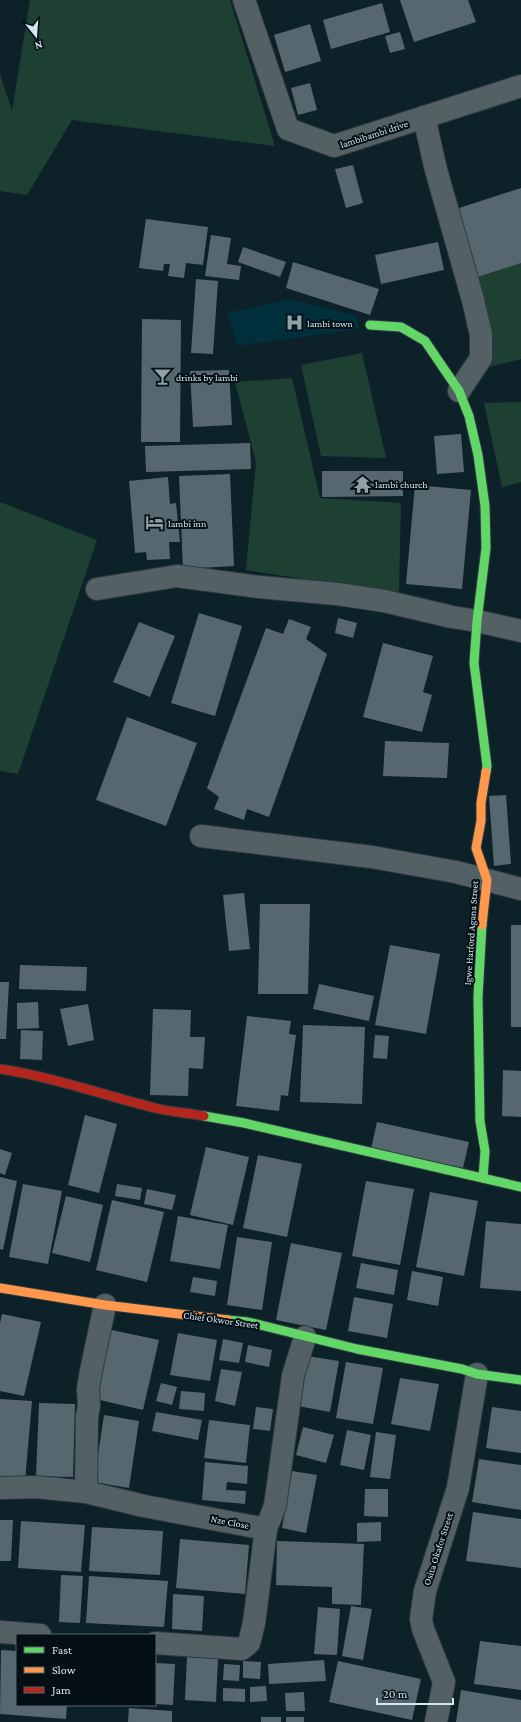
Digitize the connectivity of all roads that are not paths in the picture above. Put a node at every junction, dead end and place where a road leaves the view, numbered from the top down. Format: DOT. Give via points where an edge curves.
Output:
graph roads {
  1 [pos="244,0"];
  2 [pos="521,86"];
  3 [pos="424,117"];
  4 [pos="370,325"];
  5 [pos="459,391"];
  6 [pos="97,589"];
  7 [pos="477,621"];
  8 [pos="521,631"];
  9 [pos="201,836"];
  10 [pos="487,880"];
  11 [pos="521,889"];
  12 [pos="0,1069"];
  13 [pos="483,1178"];
  14 [pos="521,1187"];
  15 [pos="0,1288"];
  16 [pos="105,1305"];
  17 [pos="305,1337"];
  18 [pos="477,1374"];
  19 [pos="521,1380"];
  20 [pos="0,1488"];
  21 [pos="86,1492"];
  22 [pos="266,1529"];
  23 [pos="0,1632"];
  24 [pos="27,1634"];
  25 [pos="156,1643"];
  26 [pos="436,1722"];
  1 -- 3 [label="street, lambibambi drive" via="288,129 334,146"];
  2 -- 3 [label="street, lambibambi drive"];
  3 -- 5 [label="street" via="481,335 481,358"];
  4 -- 5 [label="street, Igwe Harford Agana Street" via="401,327 425,341"];
  5 -- 7 [label="street, Igwe Harford Agana Street" via="470,416 485,506 486,548"];
  6 -- 7 [label="street" via="177,576 259,588 337,594 384,601"];
  7 -- 8 [label="street"];
  7 -- 10 [label="street, Igwe Harford Agana Street" via="474,664 487,766 476,848"];
  9 -- 10 [label="street" via="372,857"];
  10 -- 11 [label="street"];
  10 -- 13 [label="street, Igwe Harford Agana Street" via="482,917 478,997 480,1121 485,1151"];
  12 -- 13 [label="street" via="66,1082 156,1108 244,1123"];
  13 -- 14 [label="street"];
  15 -- 16 [label="street, Chief Okwor Street"];
  16 -- 17 [label="street, Chief Okwor Street" via="248,1322"];
  16 -- 21 [label="street" via="88,1389"];
  17 -- 18 [label="street, Chief Okwor Street"];
  17 -- 22 [label="street" via="292,1376 275,1506"];
  18 -- 19 [label="street, Chief Okwor Street"];
  18 -- 26 [label="street, Osita Okafor Street" via="458,1488 425,1591 421,1619 444,1682"];
  20 -- 21 [label="street, Nze Close" via="36,1487"];
  21 -- 22 [label="street, Nze Close" via="144,1506"];
  22 -- 25 [label="street" via="254,1623 246,1647 242,1649"];
  23 -- 24 [label="street"];
}
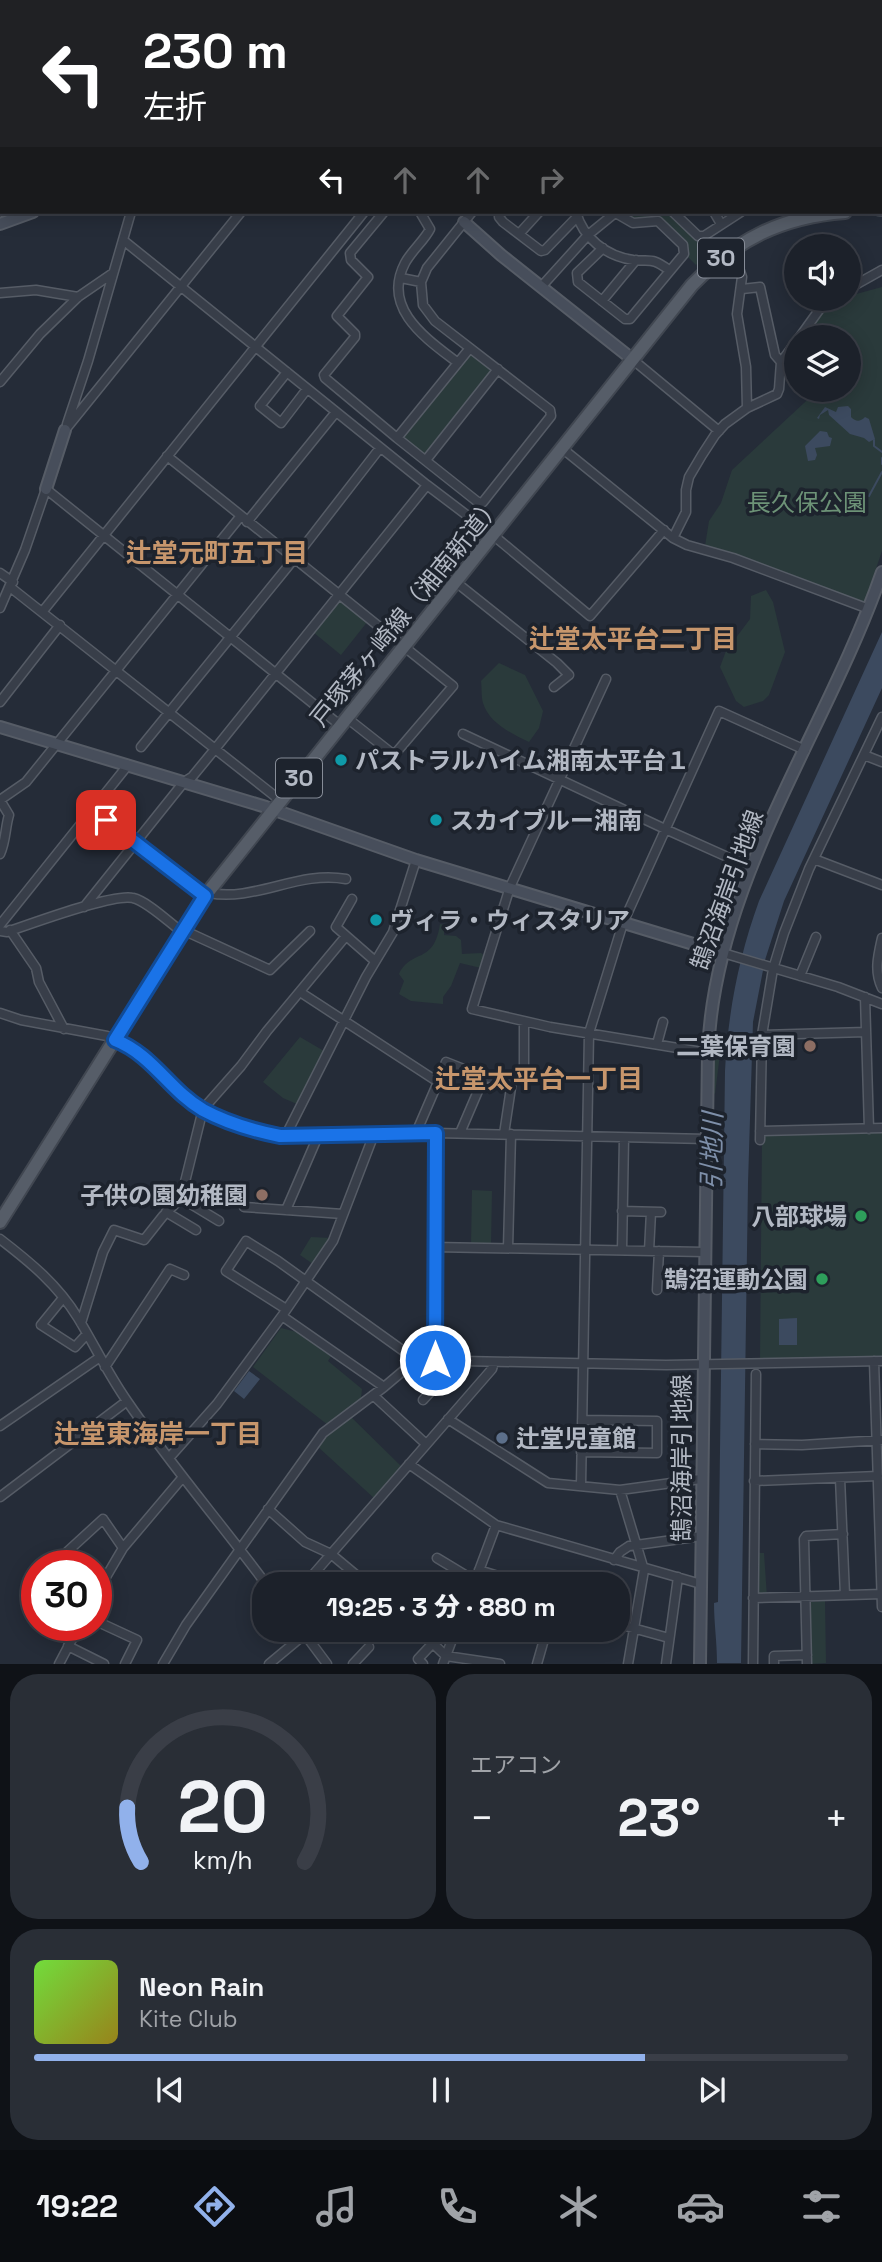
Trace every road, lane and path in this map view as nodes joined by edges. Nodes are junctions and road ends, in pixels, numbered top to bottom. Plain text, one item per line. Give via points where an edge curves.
☆ ☆ ☆ ☆ ☆ ☆ ☆
From the first line to the last, return the records exactly and leave the pictures behind.

Digitize the connectivity of all roads that are not paths in the picture above. Put a node at every junction, dead end and place where a road leaves the view, numbered from the top down. Format: DOT. Give via points where an edge curves.
Output:
graph roads {
  1 [pos="244,0"];
  2 [pos="521,86"];
  3 [pos="424,117"];
  4 [pos="370,325"];
  5 [pos="459,391"];
  6 [pos="97,589"];
  7 [pos="477,621"];
  8 [pos="521,631"];
  9 [pos="201,836"];
  10 [pos="487,880"];
  11 [pos="521,889"];
  12 [pos="0,1069"];
  13 [pos="483,1178"];
  14 [pos="521,1187"];
  15 [pos="0,1288"];
  16 [pos="105,1305"];
  17 [pos="305,1337"];
  18 [pos="477,1374"];
  19 [pos="521,1380"];
  20 [pos="0,1488"];
  21 [pos="86,1492"];
  22 [pos="266,1529"];
  23 [pos="0,1632"];
  24 [pos="27,1634"];
  25 [pos="156,1643"];
  26 [pos="436,1722"];
  1 -- 3 [label="street, lambibambi drive" via="288,129 334,146"];
  2 -- 3 [label="street, lambibambi drive"];
  3 -- 5 [label="street" via="481,335 481,358"];
  4 -- 5 [label="street, Igwe Harford Agana Street" via="401,327 425,341"];
  5 -- 7 [label="street, Igwe Harford Agana Street" via="470,416 485,506 486,548"];
  6 -- 7 [label="street" via="177,576 259,588 337,594 384,601"];
  7 -- 8 [label="street"];
  7 -- 10 [label="street, Igwe Harford Agana Street" via="474,664 487,766 476,848"];
  9 -- 10 [label="street" via="372,857"];
  10 -- 11 [label="street"];
  10 -- 13 [label="street, Igwe Harford Agana Street" via="482,917 478,997 480,1121 485,1151"];
  12 -- 13 [label="street" via="66,1082 156,1108 244,1123"];
  13 -- 14 [label="street"];
  15 -- 16 [label="street, Chief Okwor Street"];
  16 -- 17 [label="street, Chief Okwor Street" via="248,1322"];
  16 -- 21 [label="street" via="88,1389"];
  17 -- 18 [label="street, Chief Okwor Street"];
  17 -- 22 [label="street" via="292,1376 275,1506"];
  18 -- 19 [label="street, Chief Okwor Street"];
  18 -- 26 [label="street, Osita Okafor Street" via="458,1488 425,1591 421,1619 444,1682"];
  20 -- 21 [label="street, Nze Close" via="36,1487"];
  21 -- 22 [label="street, Nze Close" via="144,1506"];
  22 -- 25 [label="street" via="254,1623 246,1647 242,1649"];
  23 -- 24 [label="street"];
}
Trace every road, lane and path in this map view as nodes joined by edges. Nodes are junctions and road ends, in pixels, numbered top to bottom. Plain text, one item per line. Give via points where an edge curves.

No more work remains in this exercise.